Title - 'House Of Mumurs'
Artist - JL Stiles
San Francisco’s JL Stiles late last year released a new LP, House of Murmurs, and it is still today making waves within the music industry.
Stiles, who also plays in local ragtime band Hobo Paradise, blends retro pop, folk, and rock on the album, and brings some fantastically-talented musicians along for the ride.
The album begins with the jazzy upbeat 'All In A Day,' a song that is just the most perfect introduction to this mans vocal tone and love for layered instruments. After that the prolific San Francisco singer/songwriter brings us the bouncy fun of 'Spring Light of Day,' before heading into the more somber 'Song Beside My Grave.' Recorded in his apartment and mixed with his pal Phil "Philbillie" Milner in San Francisco, the song resonates within you long after hearing it.
Having spent time with Andrew Borger (Norah Jones, Ani DiFranco) on the album has certainly given it some depth of quality. But what is more interesting is that Stiles dedicates the album to Seth Koller and Michael Morrison, who both sadly passed away recently.

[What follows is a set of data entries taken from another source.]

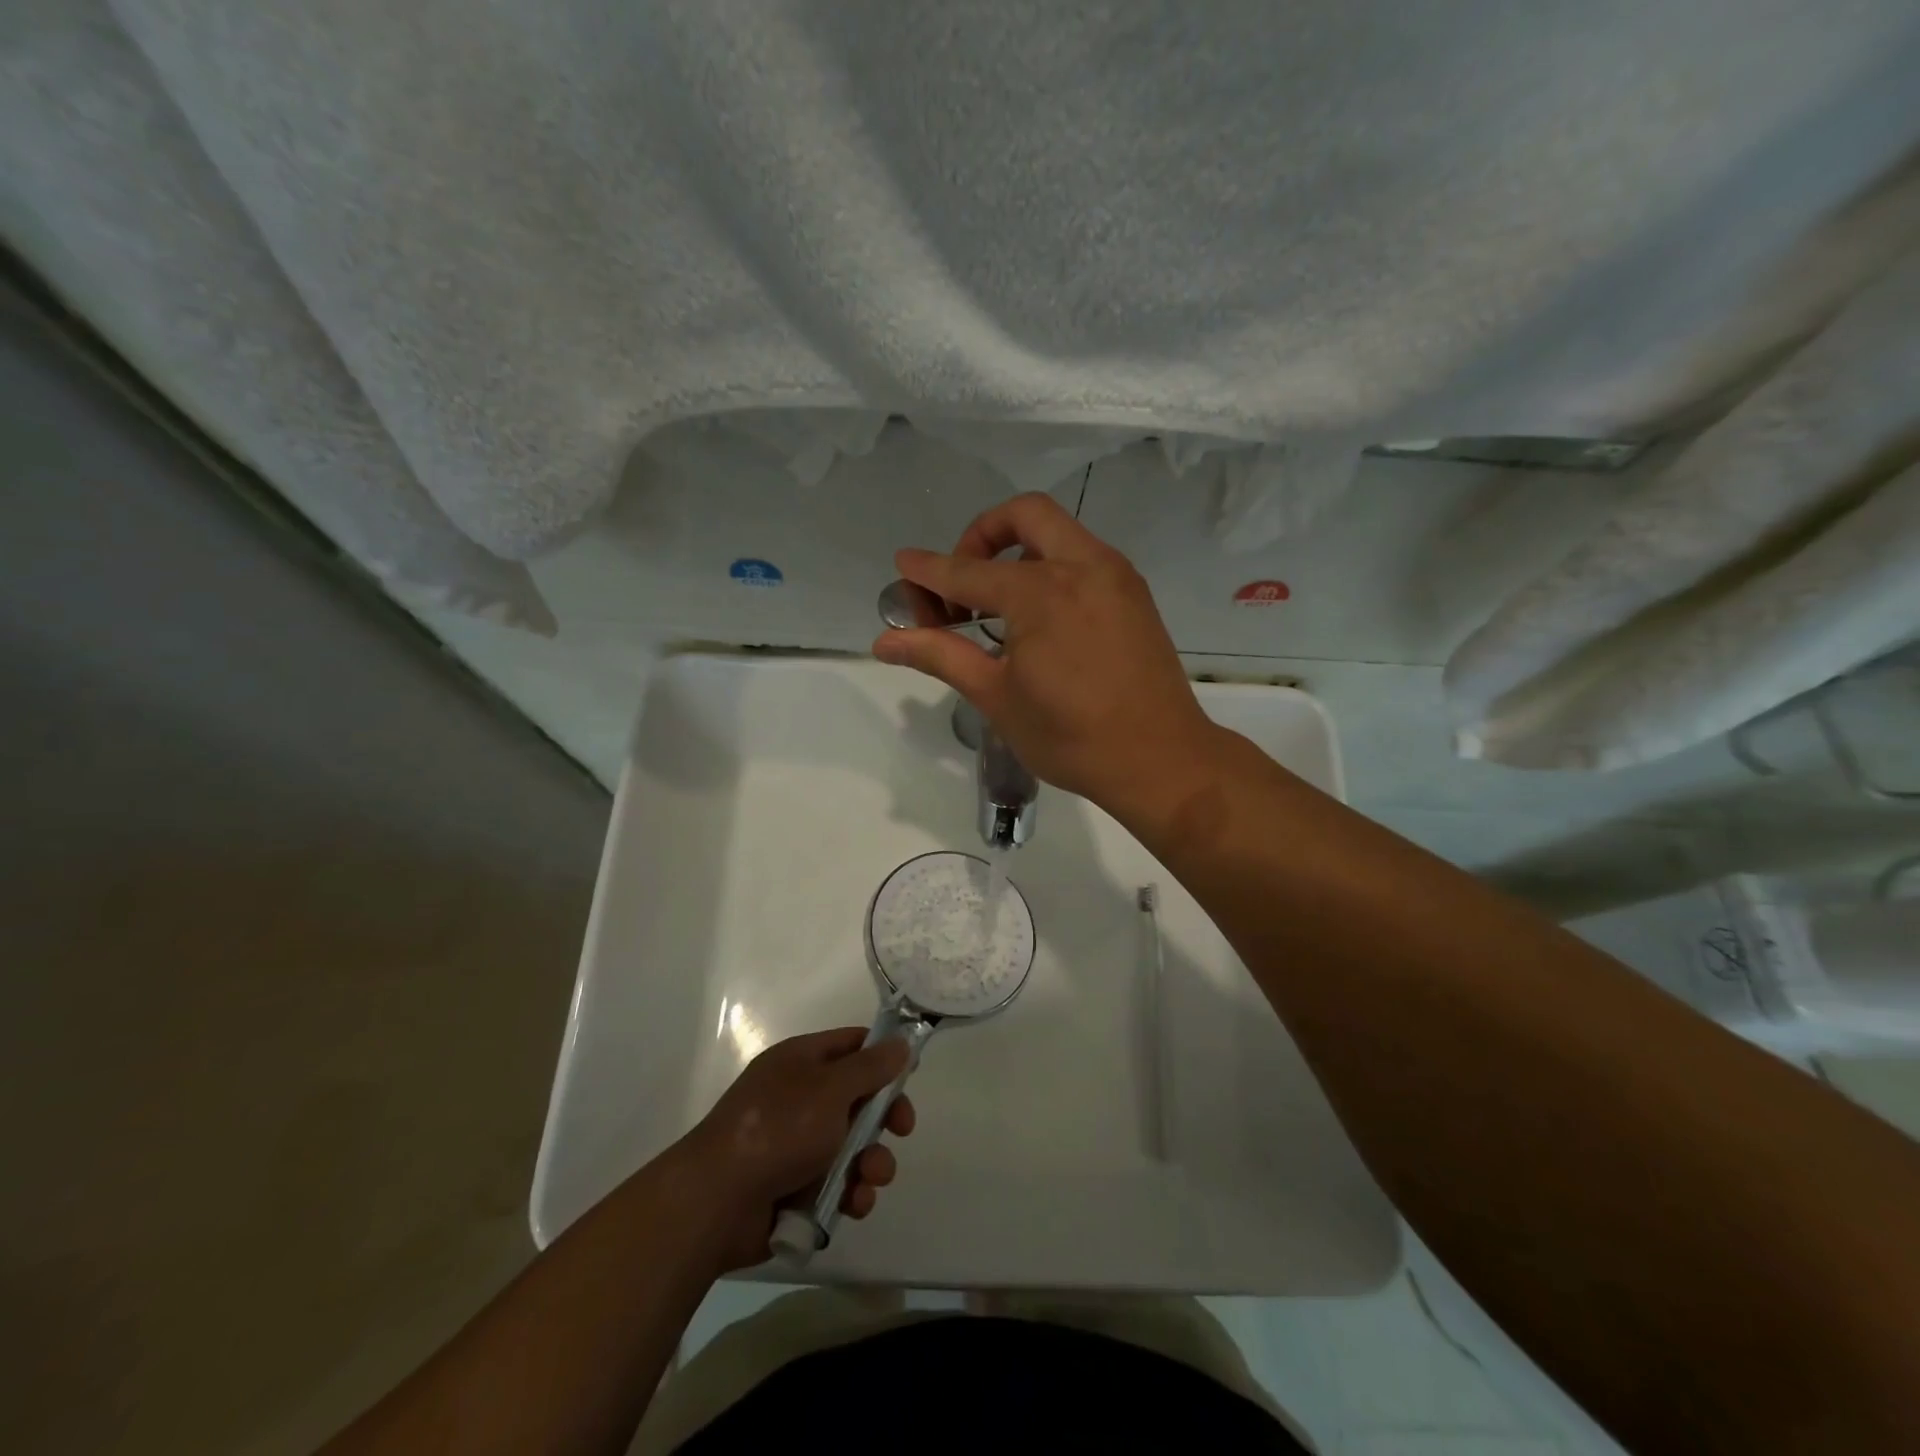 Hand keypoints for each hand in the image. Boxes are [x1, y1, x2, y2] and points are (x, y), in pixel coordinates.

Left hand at [678, 1028, 915, 1271]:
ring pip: (853, 1147)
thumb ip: (870, 1067)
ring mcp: (797, 1144)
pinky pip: (837, 1185)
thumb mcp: (831, 1087)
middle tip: (901, 1130)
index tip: (910, 1074)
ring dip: (872, 1162)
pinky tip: (853, 1204)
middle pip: (858, 1098)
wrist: (718, 1202)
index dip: (883, 1056)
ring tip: (870, 1178)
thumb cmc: (778, 1129)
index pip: (852, 1045)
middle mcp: (800, 1097)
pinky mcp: (796, 1188)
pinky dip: (850, 1193)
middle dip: (884, 1118)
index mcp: (801, 1061)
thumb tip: (900, 1043)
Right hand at [873, 493, 1219, 808]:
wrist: (1161, 759)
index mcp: (1042, 592)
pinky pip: (1085, 556)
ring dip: (1020, 548)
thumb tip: (884, 641)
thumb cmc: (1071, 737)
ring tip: (999, 603)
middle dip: (983, 534)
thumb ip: (941, 655)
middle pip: (1025, 514)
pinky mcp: (1135, 594)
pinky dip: (1052, 565)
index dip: (930, 570)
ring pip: (1060, 531)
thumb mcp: (997, 697)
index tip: (903, 564)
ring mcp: (1116, 576)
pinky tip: (1042, 616)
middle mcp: (1082, 566)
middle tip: (964, 581)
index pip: (969, 570) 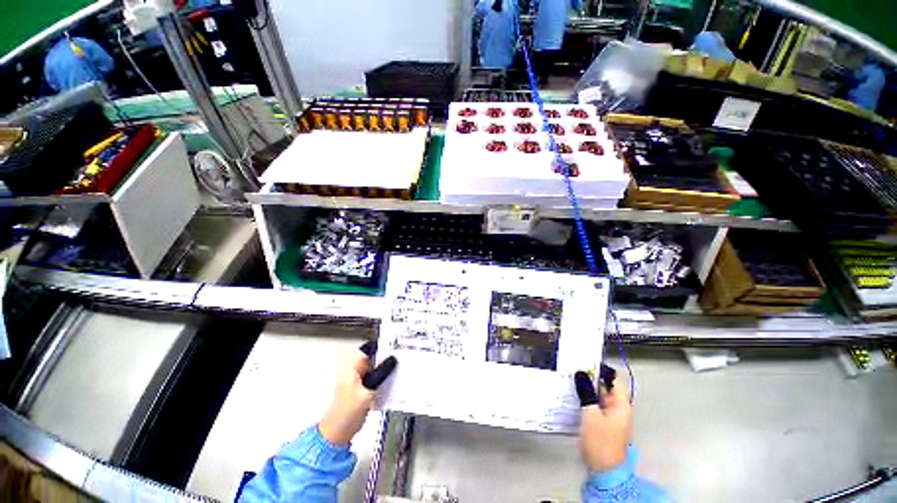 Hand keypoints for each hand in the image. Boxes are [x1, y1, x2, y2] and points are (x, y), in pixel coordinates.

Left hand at [318, 342, 396, 444]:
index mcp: (351, 366)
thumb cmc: (346, 414)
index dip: (382, 345)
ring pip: (376, 367)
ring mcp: (358, 379)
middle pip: (374, 357)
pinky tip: (390, 381)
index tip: (395, 346)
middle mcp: (354, 370)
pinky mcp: (362, 388)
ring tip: (396, 368)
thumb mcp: (368, 391)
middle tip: (399, 357)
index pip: (369, 348)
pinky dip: (383, 377)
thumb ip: (381, 373)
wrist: (338, 433)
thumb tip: (392, 359)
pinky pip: (376, 377)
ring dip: (385, 368)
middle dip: (386, 357)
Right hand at [575, 369, 631, 472]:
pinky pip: (594, 404)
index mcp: (621, 405)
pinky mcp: (602, 422)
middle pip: (605, 387)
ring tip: (571, 380)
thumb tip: (581, 374)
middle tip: (573, 370)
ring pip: (599, 396)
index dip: (602, 369)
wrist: (604, 470)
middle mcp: (618, 408)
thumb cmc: (601, 442)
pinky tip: (573, 396)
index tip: (586, 362)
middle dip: (591, 378)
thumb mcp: (591, 415)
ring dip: (587, 389)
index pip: (614, 379)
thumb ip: (586, 393)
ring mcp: (610, 416)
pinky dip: (585, 399) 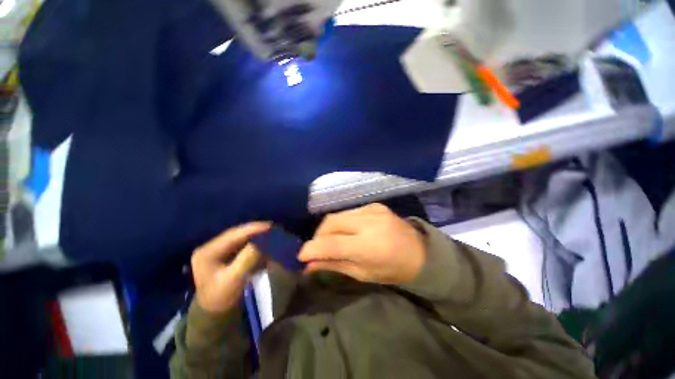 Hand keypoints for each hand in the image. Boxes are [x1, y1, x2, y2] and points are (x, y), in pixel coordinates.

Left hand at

Indeed, the next track, 'Frostbite Falls' is about Mike, who died last year after a few years of a slow and inexplicable descent into paralysis. And as this album took a year and a half to come to fruition, the sheer quality of each song is a testament to Stiles and his dedication to each track. The song just-mentioned seemingly quivers with a vibe that brings a frosty scene directly to our minds. The chimes and such playing their parts to perfection.
The drums lead us into the funky 'Beneath The Light,' before the most emphatic, simply rousing song of the entire collection, the inspiring 'The Great Natchez Tornado of 1840.' Up next is 'Movin',' a song about the other departed friend in Stiles' life, Seth. He was one of his students who died at age 16 in a tragic accident along Highway 1 near Half Moon Bay. With vocals shared by Emily Schmidt the song is yet another standout arc of storytelling.
Up next is the poignant 'Leaf In The Snow,' before the album comes to a close with 'After The War,' a track made all the more sincere by the use of constrained trumpet care of Doug Ellington, the quietly-told 'Simple Faith,' and then finally with a little flamenco-styled Mariachi band guitar work on 'Afterthought.' Giving a "special thanks" to Stephen Namara, who generously allowed the usage of his painting for the cover, this new album from JL Stiles is a musical masterpiece that we should be giving thanx to him for.